[[ PROVIDED DATA, beginning ]]

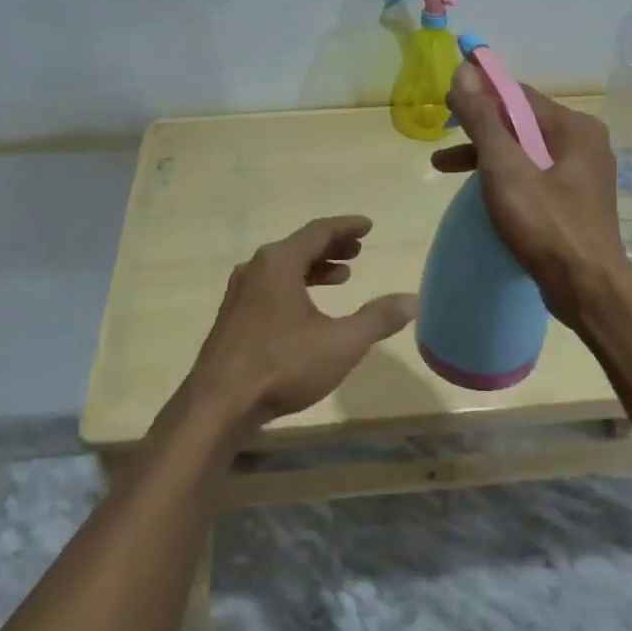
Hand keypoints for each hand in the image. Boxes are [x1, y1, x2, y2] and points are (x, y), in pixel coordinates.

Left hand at [189, 215, 417, 431]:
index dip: (346, 227)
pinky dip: (296, 285)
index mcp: (279, 262)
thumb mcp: (340, 343)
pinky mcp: (233, 316)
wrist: (218, 404)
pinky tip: (308, 308)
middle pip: (300, 246)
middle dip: (332, 246)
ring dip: (315, 268)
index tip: (368, 226)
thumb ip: (377, 319)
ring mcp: (240, 292)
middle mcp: (256, 268)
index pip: (319, 231)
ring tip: (343, 277)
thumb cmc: (282, 365)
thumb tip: (413, 300)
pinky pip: (271, 286)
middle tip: (359, 250)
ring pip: (284, 267)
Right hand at [430, 62, 625, 325]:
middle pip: (521, 122)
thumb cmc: (546, 224)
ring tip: (443, 166)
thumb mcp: (505, 168)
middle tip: (441, 137)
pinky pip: (534, 176)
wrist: (588, 290)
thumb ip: (483, 118)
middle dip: (478, 129)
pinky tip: (481, 192)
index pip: (518, 95)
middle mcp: (584, 143)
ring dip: (486, 155)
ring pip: (525, 151)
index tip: (445, 102)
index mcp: (574, 127)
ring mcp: (582, 174)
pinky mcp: (575, 202)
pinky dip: (504, 177)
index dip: (480, 94)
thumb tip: (464, 70)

[[ PROVIDED DATA, end ]]

◆ EXERCISE DESCRIPTION:
Using the listing, filter for "index" and return the matching lines.

◆ WRITTEN ANSWER:
index dip: (346, 227)
index mcp: (279, 262)
index tip: (368, 226)
index pip: (319, 231)
index pip: (518, 95)
index tip: (445, 102)
index mcp: (574, 127)
index dip: (480, 94)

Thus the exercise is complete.